BRIEF →
The word "Toscanini" marks the lines to report; pull each of them from the listing.

GIVEN RECORDS →

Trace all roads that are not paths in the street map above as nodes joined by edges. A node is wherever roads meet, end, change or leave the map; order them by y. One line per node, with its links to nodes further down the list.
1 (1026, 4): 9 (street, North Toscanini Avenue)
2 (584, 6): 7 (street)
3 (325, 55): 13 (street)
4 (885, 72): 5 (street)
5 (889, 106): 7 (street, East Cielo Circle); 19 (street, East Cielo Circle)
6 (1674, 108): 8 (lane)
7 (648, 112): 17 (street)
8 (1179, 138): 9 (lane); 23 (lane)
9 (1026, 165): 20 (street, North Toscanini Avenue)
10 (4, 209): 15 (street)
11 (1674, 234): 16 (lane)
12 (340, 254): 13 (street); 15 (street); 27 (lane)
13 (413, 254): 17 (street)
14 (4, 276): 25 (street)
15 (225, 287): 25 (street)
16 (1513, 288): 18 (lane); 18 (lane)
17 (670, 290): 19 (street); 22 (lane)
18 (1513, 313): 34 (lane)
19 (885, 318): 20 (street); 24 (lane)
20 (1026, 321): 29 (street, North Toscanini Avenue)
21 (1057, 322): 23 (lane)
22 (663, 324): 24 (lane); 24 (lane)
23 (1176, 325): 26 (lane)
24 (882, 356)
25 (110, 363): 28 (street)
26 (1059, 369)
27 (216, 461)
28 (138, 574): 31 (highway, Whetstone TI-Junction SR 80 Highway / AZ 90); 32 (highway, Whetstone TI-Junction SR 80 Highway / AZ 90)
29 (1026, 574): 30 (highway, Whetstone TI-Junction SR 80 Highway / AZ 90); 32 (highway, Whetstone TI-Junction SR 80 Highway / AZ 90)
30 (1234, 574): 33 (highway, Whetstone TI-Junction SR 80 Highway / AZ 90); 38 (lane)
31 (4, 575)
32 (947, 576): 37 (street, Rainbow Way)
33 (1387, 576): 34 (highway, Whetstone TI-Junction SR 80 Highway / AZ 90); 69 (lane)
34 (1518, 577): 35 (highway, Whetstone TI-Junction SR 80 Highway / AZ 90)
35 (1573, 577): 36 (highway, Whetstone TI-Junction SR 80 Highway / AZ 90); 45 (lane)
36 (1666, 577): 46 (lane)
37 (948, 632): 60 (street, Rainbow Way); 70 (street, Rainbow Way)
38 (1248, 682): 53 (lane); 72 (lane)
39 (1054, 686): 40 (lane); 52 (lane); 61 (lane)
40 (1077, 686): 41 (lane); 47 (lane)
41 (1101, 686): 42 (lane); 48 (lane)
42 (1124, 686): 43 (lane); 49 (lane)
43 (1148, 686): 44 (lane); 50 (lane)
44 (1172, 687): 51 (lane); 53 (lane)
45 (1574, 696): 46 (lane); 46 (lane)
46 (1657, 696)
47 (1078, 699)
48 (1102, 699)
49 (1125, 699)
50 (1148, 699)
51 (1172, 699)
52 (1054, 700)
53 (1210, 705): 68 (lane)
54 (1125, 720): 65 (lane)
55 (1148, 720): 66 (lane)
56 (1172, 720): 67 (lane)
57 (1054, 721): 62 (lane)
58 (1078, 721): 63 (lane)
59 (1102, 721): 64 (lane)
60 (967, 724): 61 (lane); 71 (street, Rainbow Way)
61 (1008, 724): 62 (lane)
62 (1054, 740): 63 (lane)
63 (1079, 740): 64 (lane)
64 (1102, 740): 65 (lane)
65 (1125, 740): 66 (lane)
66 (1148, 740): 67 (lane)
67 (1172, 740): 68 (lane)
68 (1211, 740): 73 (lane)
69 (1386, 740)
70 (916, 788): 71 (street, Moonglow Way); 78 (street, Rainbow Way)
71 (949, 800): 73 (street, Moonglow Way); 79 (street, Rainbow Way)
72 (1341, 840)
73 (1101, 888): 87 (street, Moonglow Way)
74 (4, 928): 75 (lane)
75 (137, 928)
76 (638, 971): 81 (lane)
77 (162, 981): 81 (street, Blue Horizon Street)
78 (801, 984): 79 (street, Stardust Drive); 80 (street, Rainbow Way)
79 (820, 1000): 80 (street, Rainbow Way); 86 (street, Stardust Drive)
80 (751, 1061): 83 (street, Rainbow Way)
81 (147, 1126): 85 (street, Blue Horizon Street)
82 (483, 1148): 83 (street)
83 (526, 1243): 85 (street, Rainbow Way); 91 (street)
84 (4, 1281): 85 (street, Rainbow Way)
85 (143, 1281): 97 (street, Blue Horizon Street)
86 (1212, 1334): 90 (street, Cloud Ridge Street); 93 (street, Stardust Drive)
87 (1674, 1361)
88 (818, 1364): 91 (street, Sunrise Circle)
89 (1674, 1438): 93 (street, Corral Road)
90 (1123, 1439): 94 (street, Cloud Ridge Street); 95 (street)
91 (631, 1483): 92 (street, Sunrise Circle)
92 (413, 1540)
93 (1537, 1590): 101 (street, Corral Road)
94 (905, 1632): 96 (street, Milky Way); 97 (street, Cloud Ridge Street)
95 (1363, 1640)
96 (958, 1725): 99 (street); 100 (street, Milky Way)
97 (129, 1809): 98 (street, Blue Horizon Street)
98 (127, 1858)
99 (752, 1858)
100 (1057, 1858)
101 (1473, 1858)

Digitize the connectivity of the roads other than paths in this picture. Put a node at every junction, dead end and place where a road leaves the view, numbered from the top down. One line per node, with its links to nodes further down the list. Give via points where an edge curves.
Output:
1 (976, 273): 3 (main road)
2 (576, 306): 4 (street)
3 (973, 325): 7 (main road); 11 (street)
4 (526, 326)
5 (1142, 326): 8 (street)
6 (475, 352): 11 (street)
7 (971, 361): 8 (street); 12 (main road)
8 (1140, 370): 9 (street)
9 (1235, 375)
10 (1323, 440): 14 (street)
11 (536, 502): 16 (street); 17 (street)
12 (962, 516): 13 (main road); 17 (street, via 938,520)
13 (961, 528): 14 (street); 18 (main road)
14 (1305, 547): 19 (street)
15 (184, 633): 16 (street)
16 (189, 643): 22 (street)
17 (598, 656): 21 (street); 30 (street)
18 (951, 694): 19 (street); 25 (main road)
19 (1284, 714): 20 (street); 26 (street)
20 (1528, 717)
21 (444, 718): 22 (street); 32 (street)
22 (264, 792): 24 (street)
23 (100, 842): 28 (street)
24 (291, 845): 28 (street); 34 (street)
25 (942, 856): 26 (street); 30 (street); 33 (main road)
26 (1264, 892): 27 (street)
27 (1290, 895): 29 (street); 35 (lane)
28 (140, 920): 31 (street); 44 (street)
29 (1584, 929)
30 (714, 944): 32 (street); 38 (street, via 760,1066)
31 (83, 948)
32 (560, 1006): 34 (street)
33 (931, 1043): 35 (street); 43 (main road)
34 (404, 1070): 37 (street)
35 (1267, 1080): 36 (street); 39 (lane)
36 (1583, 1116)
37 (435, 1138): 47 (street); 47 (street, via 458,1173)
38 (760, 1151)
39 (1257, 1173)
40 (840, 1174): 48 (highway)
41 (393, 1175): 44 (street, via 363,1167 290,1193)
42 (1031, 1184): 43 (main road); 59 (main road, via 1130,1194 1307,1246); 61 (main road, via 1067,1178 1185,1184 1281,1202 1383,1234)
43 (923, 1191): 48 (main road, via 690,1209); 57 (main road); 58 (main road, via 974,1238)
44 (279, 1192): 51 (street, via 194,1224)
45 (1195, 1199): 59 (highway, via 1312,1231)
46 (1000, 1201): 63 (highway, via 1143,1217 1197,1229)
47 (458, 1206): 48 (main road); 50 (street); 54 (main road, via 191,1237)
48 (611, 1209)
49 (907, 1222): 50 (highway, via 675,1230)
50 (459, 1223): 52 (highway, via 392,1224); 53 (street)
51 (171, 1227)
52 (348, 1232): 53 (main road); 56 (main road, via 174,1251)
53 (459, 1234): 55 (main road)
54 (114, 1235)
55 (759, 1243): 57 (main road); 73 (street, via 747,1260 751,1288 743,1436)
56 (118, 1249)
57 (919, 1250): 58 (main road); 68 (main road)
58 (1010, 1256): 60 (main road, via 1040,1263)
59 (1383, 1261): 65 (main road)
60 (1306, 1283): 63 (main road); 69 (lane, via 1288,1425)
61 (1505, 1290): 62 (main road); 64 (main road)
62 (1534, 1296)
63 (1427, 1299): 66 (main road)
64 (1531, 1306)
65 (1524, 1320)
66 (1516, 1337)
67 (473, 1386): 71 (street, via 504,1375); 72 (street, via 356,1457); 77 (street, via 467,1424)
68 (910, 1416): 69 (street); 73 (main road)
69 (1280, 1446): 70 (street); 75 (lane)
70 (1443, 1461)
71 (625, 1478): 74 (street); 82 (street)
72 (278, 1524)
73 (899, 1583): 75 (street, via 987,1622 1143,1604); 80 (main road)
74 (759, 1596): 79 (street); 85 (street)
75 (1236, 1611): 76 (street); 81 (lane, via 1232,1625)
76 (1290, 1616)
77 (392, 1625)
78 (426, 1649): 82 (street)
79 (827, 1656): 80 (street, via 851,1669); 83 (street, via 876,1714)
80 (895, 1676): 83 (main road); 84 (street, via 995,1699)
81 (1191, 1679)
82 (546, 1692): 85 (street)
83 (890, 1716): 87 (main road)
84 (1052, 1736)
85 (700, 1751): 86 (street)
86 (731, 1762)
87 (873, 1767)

SOLUTION →
1 (1026, 4): 9 (street, North Toscanini Avenue)
9 (1026, 165): 20 (street, North Toscanini Avenue)
20 (1026, 321): 29 (street, North Toscanini Avenue)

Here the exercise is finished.